5)   Lahirnya Perguruan Tinggi

Pada tanggal 4 Desember 1961 lahir UU No. 22 tentang perguruan tinggi dengan prinsip Tridharma Perguruan Tinggi.      

b.    Kondisi Pendidikan Pada Orde Baru

Orde Baru berlangsung dari tahun 1968 hingga 1998, dan dapat dikatakan sebagai era pembangunan nasional. Dalam bidang pembangunan pendidikan, khususnya pendidikan dasar, terjadi suatu loncatan yang sangat signifikan dengan adanya Instruksi Presiden (Inpres) Pendidikan Dasar. Namun, yang disayangkan adalah pengaplikasian inpres ini hanya berlangsung dari segi kuantitas tanpa diimbangi dengan perkembangan kualitas. Yang terpenting pada masa ini adalah menciptakan lulusan terdidik sebanyak-banyaknya tanpa memperhatikan kualitas pengajaran dan hasil didikan.

1)   Pelaksaan Sistem Pendidikan di Indonesia Pada Masa Orde Baru

Pelaksanaan pendidikan pada masa Orde Baru ternyata banyak menemukan kendala, karena pendidikan Orde Baru mengusung ideologi “keseragaman” sehingga memampatkan kemajuan dalam bidang pendidikan. EBTANAS, UMPTN, menjadi seleksi penyeragaman intelektualitas peserta didik.

Pada pendidikan Orde Baru kesetaraan dalam pendidikan tidak dapat diciptakan karena unsur dominatif dan submisif masih sangat kental dalam pola pendidikan Orde Baru. Pada masa ini, peserta didik diberikan beban materi pelajaran yang banyak dan berat tanpa memperhatikan keterbatasan alokasi kepentingan dengan faktor-faktor kurikulum yang lain untuk menjadi peka terhadap lingkungan.

Beberapa hal negatif lain yang tercipta pada masa ini di antaranya

a)    Produk-produk pendidikan diarahkan untuk menjadi pekerja, Sehingga berimplikasi pada hilangnya eksistensi manusia yang hidup dengan akal pikirannya (tidak memanusiakan manusia).

b)   Lahirnya kaum terdidik yang tumpul akan kepekaan sosial, dan banyaknya anak muda yang berpikiran positivistik.

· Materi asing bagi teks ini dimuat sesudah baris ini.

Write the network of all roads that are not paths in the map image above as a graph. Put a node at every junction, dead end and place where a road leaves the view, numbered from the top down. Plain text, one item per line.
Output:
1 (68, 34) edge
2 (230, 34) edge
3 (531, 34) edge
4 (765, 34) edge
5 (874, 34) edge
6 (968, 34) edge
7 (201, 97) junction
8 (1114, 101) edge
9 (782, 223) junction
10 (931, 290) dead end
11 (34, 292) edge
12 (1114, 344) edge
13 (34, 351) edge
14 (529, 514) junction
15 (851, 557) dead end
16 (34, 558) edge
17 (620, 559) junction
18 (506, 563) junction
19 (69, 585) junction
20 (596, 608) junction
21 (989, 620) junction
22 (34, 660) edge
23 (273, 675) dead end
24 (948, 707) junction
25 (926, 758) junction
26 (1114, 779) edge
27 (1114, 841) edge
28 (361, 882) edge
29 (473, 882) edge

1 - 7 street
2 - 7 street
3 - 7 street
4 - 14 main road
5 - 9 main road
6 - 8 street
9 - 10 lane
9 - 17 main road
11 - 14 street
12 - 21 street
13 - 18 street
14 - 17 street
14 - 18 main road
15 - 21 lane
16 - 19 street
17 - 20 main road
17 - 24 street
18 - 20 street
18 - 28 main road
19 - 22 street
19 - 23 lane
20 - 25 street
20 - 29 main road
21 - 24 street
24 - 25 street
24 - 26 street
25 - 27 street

c)    Hilangnya kebebasan berpendapat.

Pemerintah Orde Baru yang dipimpin oleh Soeharto mengedepankan motto “Membangun Manusia Indonesia Seutuhnya dan Masyarakat Indonesia”. Pada masa ini seluruh bentuk pendidikan ditujukan untuk memenuhi hasrat penguasa, terutama untuk pembangunan nasional.

Siswa sebagai peserta didik, dididik untuk menjadi manusia “pekerja” yang  kelak akan berperan sebagai alat penguasa dalam menentukan arah kebijakan negara. Pendidikan bukan ditujukan untuk mempertahankan eksistensi manusia, namun untuk mengeksploitasi intelektualitas mereka demi hasrat kepentingan penguasa.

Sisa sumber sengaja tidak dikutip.